Leila Heller Gallery New York is pleased to present “Zaha Hadid,” an exhibition featuring the oeuvre of the late internationally renowned architect Dame Zaha Hadid. On view will be works spanning from a breadth of Hadid’s designs including pieces from the 2015 Liquid Glacial Collection of furniture.
From the MAXXI Museum in Rome to the London Olympic Aquatics Stadium, from the Guangzhou Opera House to the Sheikh Zayed Bridge in Abu Dhabi, over the last 30 years Hadid has engaged with architecture as a form of landscape painting, transforming the hard-geometry of 20th century vertical aspirations into a site specific horizontal reflection of multi-perspectival design, heralding a new era along the way. For this exhibition, the hallmarks of these large scale building projects and grand architecture reveal themselves in the architect’s use of a new spatial paradigm at all scales, and in a myriad of materials resulting in a multitude of forms of domestic reverie.

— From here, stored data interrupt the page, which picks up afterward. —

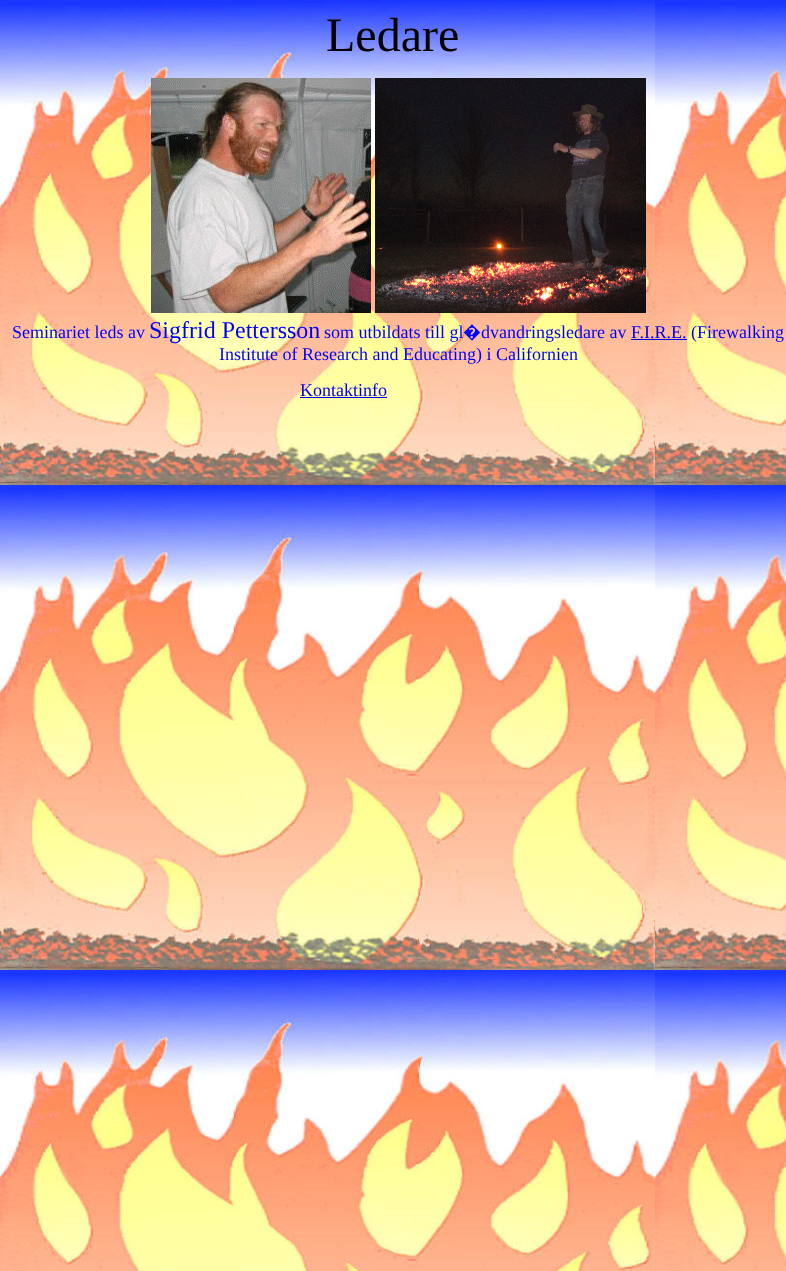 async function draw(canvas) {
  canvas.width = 786
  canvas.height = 1271
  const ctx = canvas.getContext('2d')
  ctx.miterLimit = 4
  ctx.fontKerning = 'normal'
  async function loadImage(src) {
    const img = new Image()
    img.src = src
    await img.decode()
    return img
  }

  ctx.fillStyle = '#fff'
  ctx.fillRect(0, 0, 786, 1271)
  ctx.drawImage(await loadImage('image0.png'), 0, 0, 786, 1271)
  ctx.font = '48px Liberation Serif'
  ctx.fillStyle = '#000'
  ctx.fillText('Ledare', 326, 51)
  ctx.drawImage(await loadImage('image1.png'), 151, 78, 220, 235)
  ctx.drawImage(await loadImage('image2.png'), 375, 78, 271, 235)
  ctx.font = '18px Liberation Serif'
  ctx.fillStyle = '#00f'
  ctx.fillText('Seminariet leds av', 12, 338)
  ctx.font = '24px Liberation Serif'
  ctx.fillText('Sigfrid Pettersson', 149, 338)
  ctx.font = '18px Liberation Serif'
  ctx.fillText('som utbildats till gl', 324, 338)
  ctx.font = '18px Noto Sans'
  ctx.fillText('�', 463, 338)
  ctx.font = '18px Liberation Serif'
  ctx.fillText('dvandringsledare av', 481, 338)
  ctx.fillStyle = '#00e'
  ctx.fillText('F.I.R.E.', 631, 338)
  ctx.fillRect(631, 339, 56, 1)
  ctx.fillStyle = '#00f'
  ctx.fillText('(Firewalking', 691, 338)
  ctx.fillText('Institute of Research and Educating) i Californien', 219, 360)
  ctx.fillStyle = '#00e'
  ctx.fillText('Kontaktinfo', 300, 396)
  ctx.fillRect(300, 397, 87, 1)
}

draw(document.querySelector('canvas')) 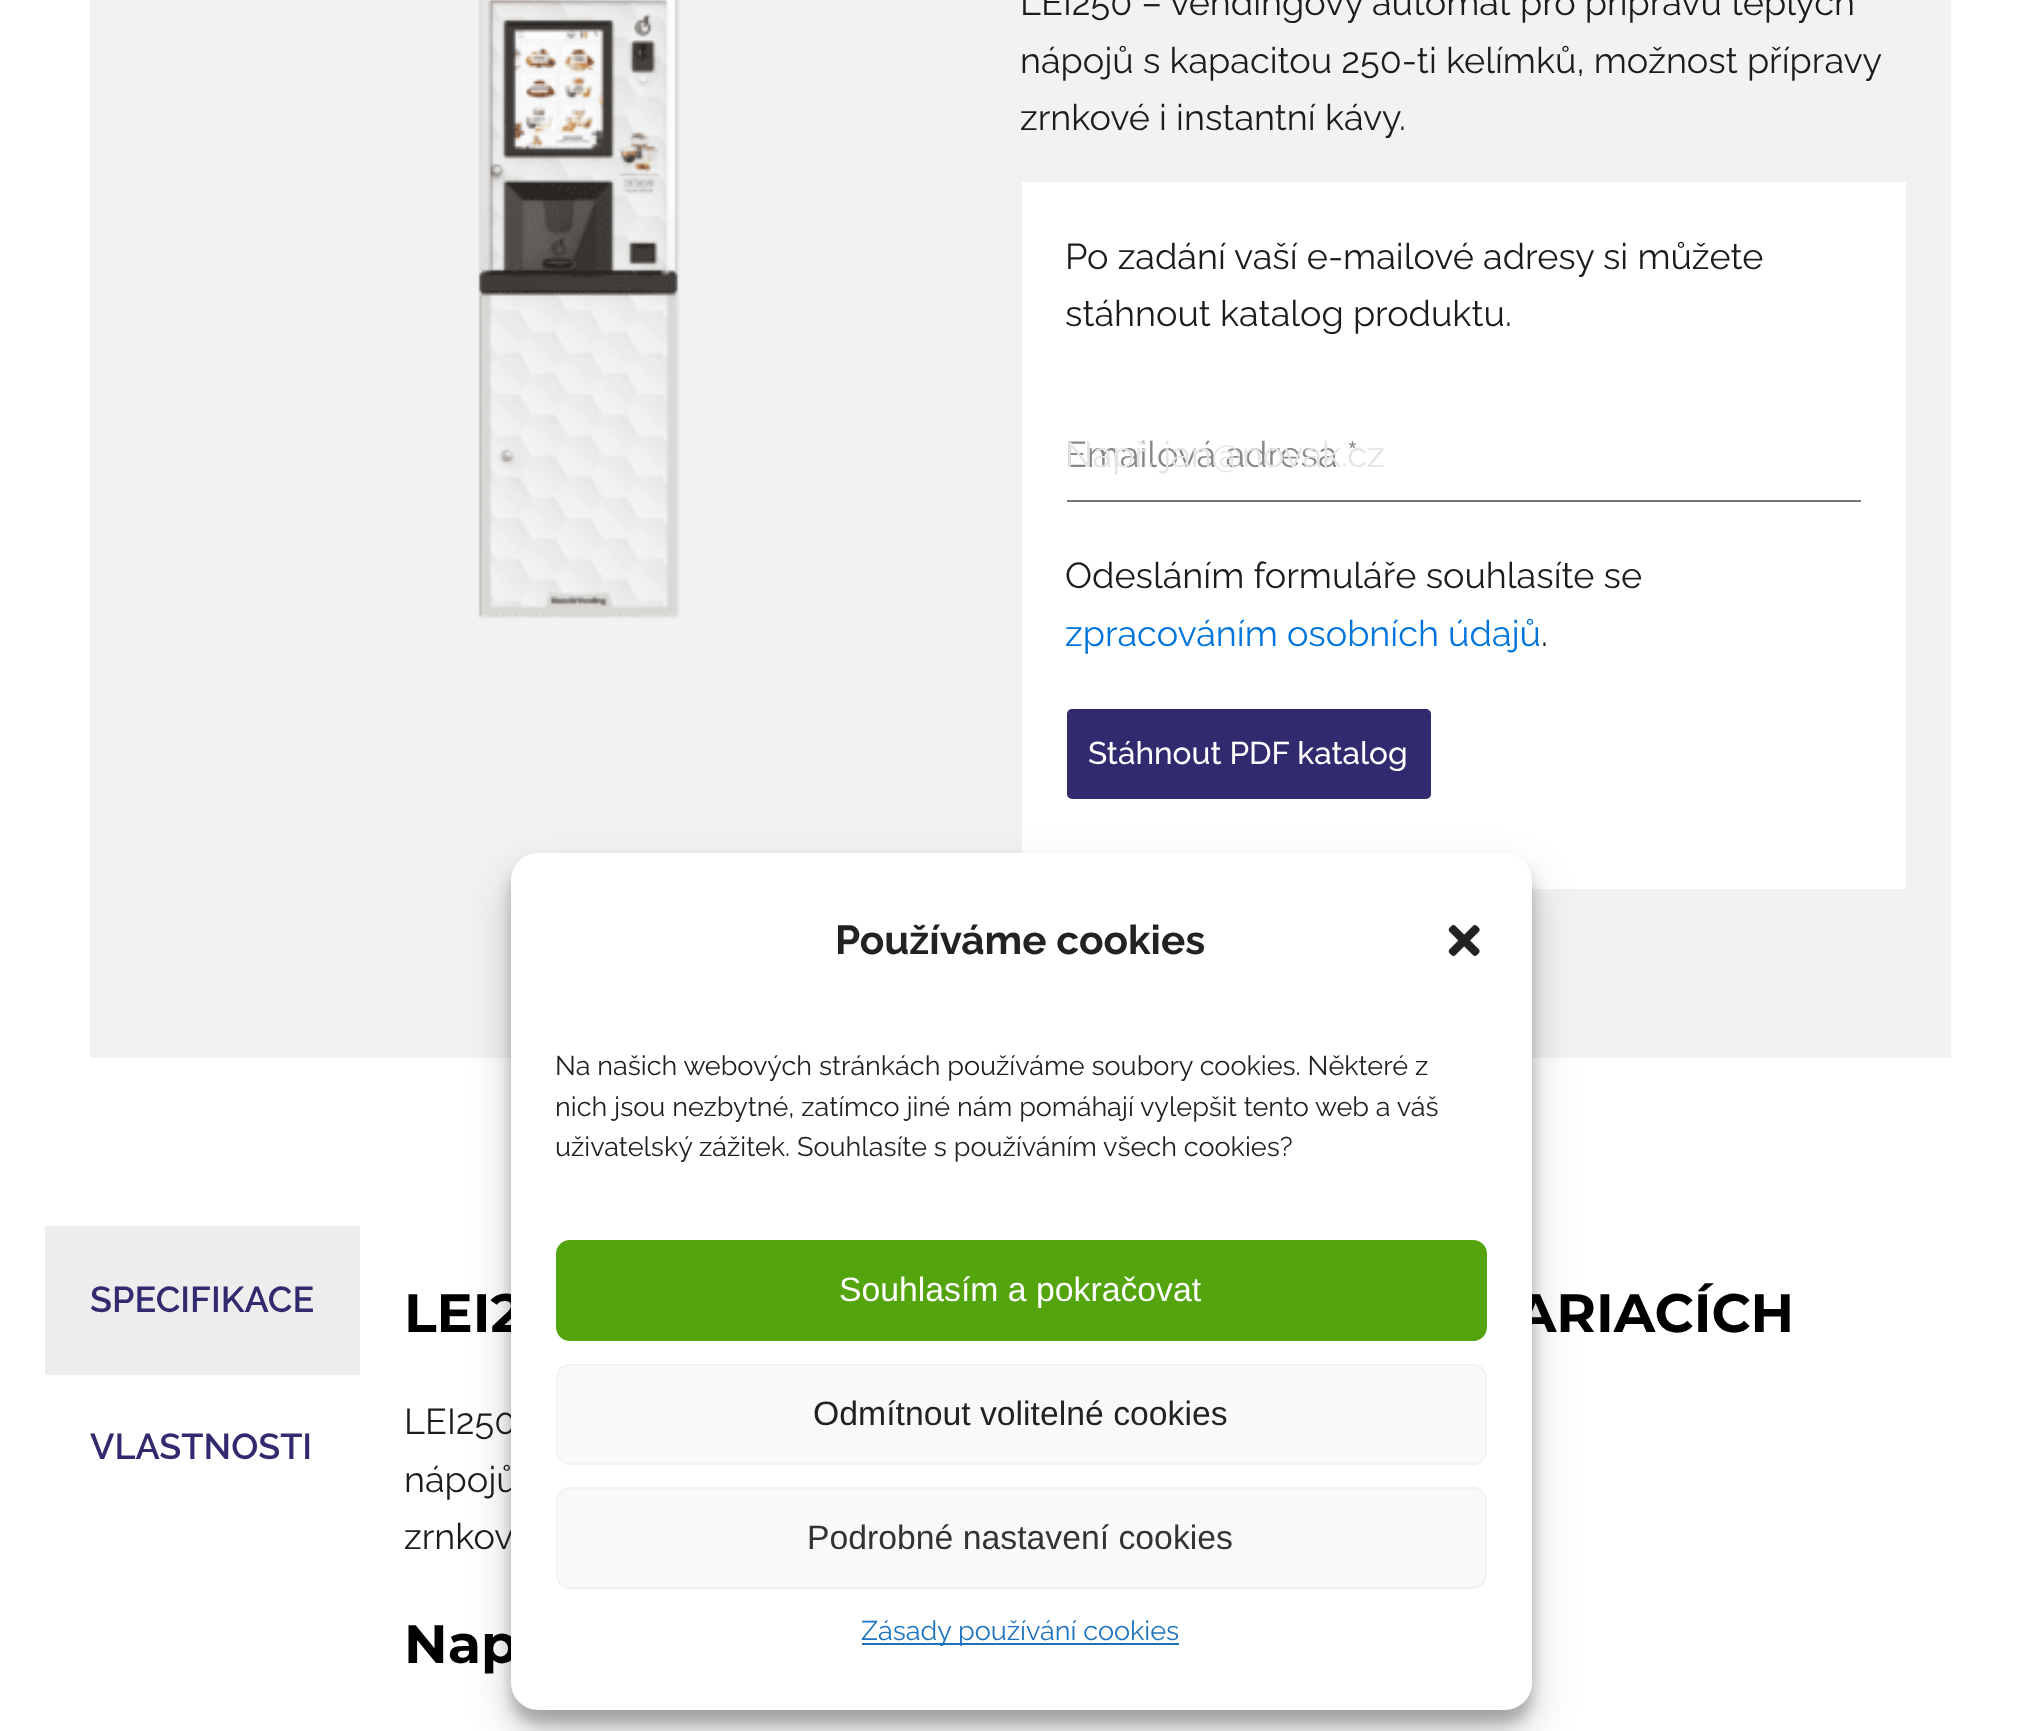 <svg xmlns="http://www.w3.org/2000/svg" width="2039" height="1731">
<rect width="100%" height="100%" fill="#fff"/>
<rect x="90" width="1861" height="1058" fill="#f2f2f2"/>
<image x="478" y="0" width="202" height="619" href="media/1.png"/>
<text x="1020" y="15" style="font-family:Raleway;font-size:36px;fill:#1c1c1c">LEI250 – vendingový automat pro přípravu teplých</text>
<text x="1020" y="73" style="font-family:Raleway;font-size:36px;fill:#1c1c1c">nápojů s kapacitou 250-ti kelímků, možnost přípravy</text>
<text x="1020" y="130" style="font-family:Raleway;font-size:36px;fill:#1c1c1c">zrnkové i instantní kávy.</text>
<rect x="1022" y="182" width="884" height="707" fill="#fff"/>
<text x="1065" y="269" style="font-family:Raleway;font-size:36px;fill:#1c1c1c">Po zadání vaší e-mailové adresy si můžete</text>
<text x="1065" y="326" style="font-family:Raleway;font-size:36px;fill:#1c1c1c">stáhnout katalog produktu.</text>
<text x="1065" y="467" style="font-family:Raleway;font-size:36px;fill:#888">Emailová adresa *</text>
<rect x="1067" y="500" width="794" height="2" fill="#777771"/>
<text x="1065" y="467" style="font-family:Raleway;font-size:36px;fill:#e4e4e4">Např. jan@novak.cz</text>
<text x="1065" y="588" style="font-family:Raleway;font-size:36px;fill:#1c1c1c">Odesláním formuláře souhlasíte se</text>
<text x="1065" y="646" style="font-family:Raleway;font-size:36px;fill:#0074db">zpracováním osobních údajů</text>
<text x="1541" y="646" style="font-family:Raleway;font-size:36px;fill:#1c1c1c">.</text>
<rect x="1067" y="709" width="364" height="90" rx="5" fill="#312a6f"/>
<text x="1088" y="764" style="font-family:Raleway;font-size:31.5px;font-weight:500;fill:#fff">Stáhnout PDF katalog</text>
<rect x="511" y="866" width="1021" height="858" rx="27" fill="#0000003b" filter="blur(7px)"/>
<rect x="511" y="875" width="1021" height="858" rx="27" fill="#00000030" filter="blur(22.5px)"/>
<text x="404" y="1332" style="font-family:Montserrat;font-size:54px;font-weight:bold;fill:#000">LEI2</text>
<text x="1515" y="1332" style="font-family:Montserrat;font-size:54px;font-weight:bold;fill:#000">ARIACÍCH</text>
<text x="404" y="1434" style="font-family:Raleway;font-size:36px;fill:#1c1c1c">LEI250</text>
<text x="404" y="1492" style="font-family:Raleway;font-size:36px;fill:#1c1c1c">nápojů</text>
<text x="404" y="1549" style="font-family:Raleway;font-size:36px;fill:#1c1c1c">zrnkov</text>
<text x="404" y="1663" style="font-family:Montserrat;font-size:54px;font-weight:bold;fill:#000">Nap</text>
<rect x="511" y="853" width="1021" height="857" rx="27" fill="#fff"/>
<text x="835" y="954" style="font-family:Raleway;font-size:40.5px;font-weight:bold;fill:#222">Používáme cookies</text>
<image x="1448" y="925" width="32" height="31" href="media/2.png"/>
<text x="555" y="1075" style="font-family:Raleway;font-size:27px;fill:#222">Na našich webových stránkách používáme soubory cookies. Některé z</text>
<text x="555" y="1116" style="font-family:Raleway;font-size:27px;fill:#222">nich jsou nezbytné, zatímco jiné nám pomáhají vylepšit tento web a váš</text>
<text x="555" y="1156" style="font-family:Raleway;font-size:27px;fill:#222">uživatelský zážitek. Souhlasíte s používáním všech cookies?</text>
<rect x="557" y="1241" width="929" height="99" rx="13" fill="#54a40d" stroke="#54a40d" stroke-width="2"/>
<text x="839" y="1301" style="font-family:Liberation Sans;font-size:33.75px;fill:#fff">Souhlasím a pokračovat</text>
<rect x="557" y="1365" width="929" height="99" rx="13" fill="#f9f9f9" stroke="#f2f2f2" stroke-width="2"/>
<text x="813" y="1425" style="font-family:Liberation Sans;font-size:33.75px;fill:#222">Odmítnout volitelné cookies</text>
<rect x="557" y="1488" width="929" height="100" rx="13" fill="#f9f9f9" stroke="#f2f2f2" stroke-width="2"/>
<text x="807" y="1549" style="font-family:Liberation Sans;font-size:33.75px;fill:#333">Podrobné nastavení cookies</text>
<rect x="862" y="1643" width="317" height="2" fill="#1e73be"/>
<text x="861" y="1640" style="font-family:Raleway;font-size:27px;fill:#1e73be">Zásady používání cookies</text>
<rect x="45" y="1226" width="315" height="149" fill="#ededed"/>
<text x="90" y="1312" style="font-family:Raleway;font-size:36px;font-weight:600;fill:#312a6f">SPECIFIKACE</text>
<text x="90" y="1459" style="font-family:Raleway;font-size:36px;font-weight:600;fill:#312a6f">VLASTNOSTI</text>
</svg> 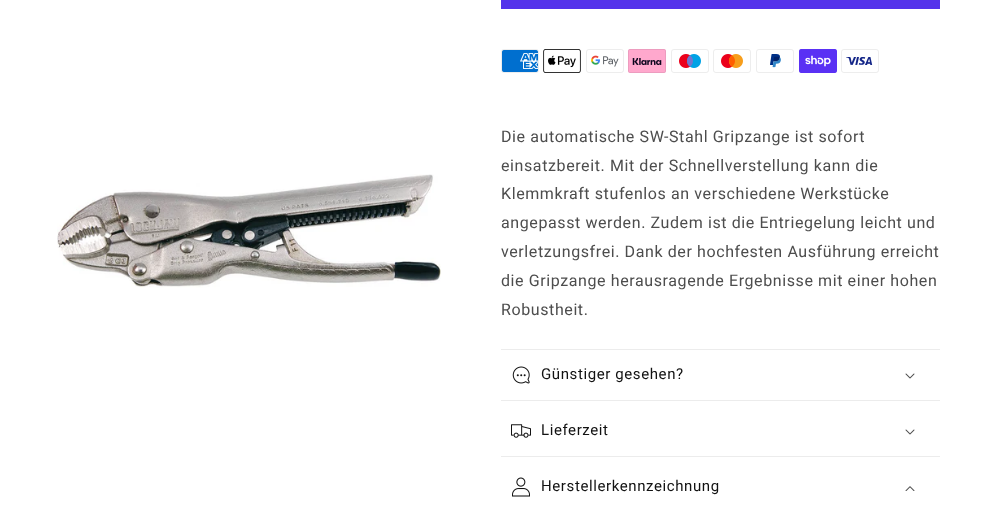 <!DOCTYPE html>
<meta charset="utf-8">
<style>body { margin: 0 } canvas { display: block }</style>
<canvas id="canvas" width="990" height="514"></canvas>
<script type="module">
  const canvas = document.getElementById("canvas");
  const g = canvas.getContext("2d");
  g.miterLimit = 4;
  g.fontKerning = "normal";
  function drawText(s, x, y, [font, color]) {
    g.font = font;
    g.fillStyle = color;
    g.fillText(s, x, y);
  }
  function fillBox(x, y, w, h, color) {
    g.fillStyle = color;
    g.fillRect(x, y, w, h);
  }
  async function drawPicture(src, x, y, w, h) {
    const img = new Image();
    img.src = src;
    await img.decode();
    g.drawImage(img, x, y, w, h);
  }

  const s1 = ["16px Roboto", "#4D4D4D"];
  const s2 = ["15px Roboto", "#121212"];

  fillBox(0, 0, 990, 514, "#FFFFFF");
  await drawPicture("pic1.png", 57, 174, 384, 114);
  fillBox(501, 0, 439, 9, "#5433EB");
  await drawPicture("pic2.png", 501, 49, 38, 24);
  await drawPicture("pic3.png", 543, 49, 38, 24);
  await drawPicture("pic4.png", 586, 49, 38, 24);
  await drawPicture("pic5.png", 628, 49, 38, 24);
  await drawPicture("pic6.png", 671, 49, 38, 24);
  await drawPicture("pic7.png", 713, 49, 38, 24);
  await drawPicture("pic8.png", 756, 49, 38, 24);
  await drawPicture("pic9.png", 799, 49, 38, 24);
  await drawPicture("pic10.png", 841, 49, 38, 24);
  g.letterSpacing = "0.6px";
  drawText("Die automatische SW-Stahl Gripzange ist sofort", 501, 142, s1);
  drawText("einsatzbereit. Mit der Schnellverstellung kann die", 501, 171, s1);
  drawText("Klemmkraft stufenlos an verschiedene Werkstücke", 501, 199, s1);
  drawText("angepasst werden. Zudem ist die Entriegelung leicht und", 501, 228, s1);
  drawText("verletzungsfrei. Dank der hochfesten Ausführung erreicht", 501, 257, s1);
  drawText("die Gripzange herausragende Ergebnisse mit einer hohen", 501, 286, s1);
  drawText("Robustheit.", 501, 315, s1);
  fillBox(501, 349, 439, 1, "#ECECEC");
  fillBox(501, 400, 439, 1, "#ECECEC");
  await drawPicture("pic11.png", 512, 366, 18, 18);
  drawText("Günstiger gesehen?", 541, 379, s2);
  await drawPicture("pic12.png", 905, 373, 10, 6);
  fillBox(501, 456, 439, 1, "#ECECEC");
  await drawPicture("pic13.png", 511, 424, 20, 14);
  drawText("Lieferzeit", 541, 435, s2);
  await drawPicture("pic12.png", 905, 429, 10, 6);
  await drawPicture("pic14.png", 512, 477, 18, 20);
  drawText("Herstellerkennzeichnung", 541, 491, s2);
  await drawPicture("pic15.png", 905, 486, 10, 5);
</script>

On the occasion of this exhibition, Leila Heller Gallery presents various bodies of Hadid’s design work, exemplifying her transition after the 1990s from an ‘early semi-tectonic’ into her ‘later semi-liquid’ phase. The architect’s transposition of the vertical and horizontal can be seen in the angular Seoul desk (2008), composed in high gloss fiberglass. Made from sustainably-sourced American walnut and hand-finished to a seamless surface, the Volu table (2015), is conceived as a dinning pavilion with curved components and is shaped further by typological, functional and ergonomic considerations. Hadid’s ethic of deep environmental and physical inter-connectedness is exemplified in the Visio vases (2014), whose intricate pleats seek to portray the complexity of liquid form.
Hadid’s work in design presents a 21st century evolution towards iconic folds and organic forms, as well as an exploration of scale, innovation, and materiality: from the delicately tactile to the high-gloss industrial. These signature elements in the evolution of a gesture translate into lyrical condensations in the interior, domestic, or personal space.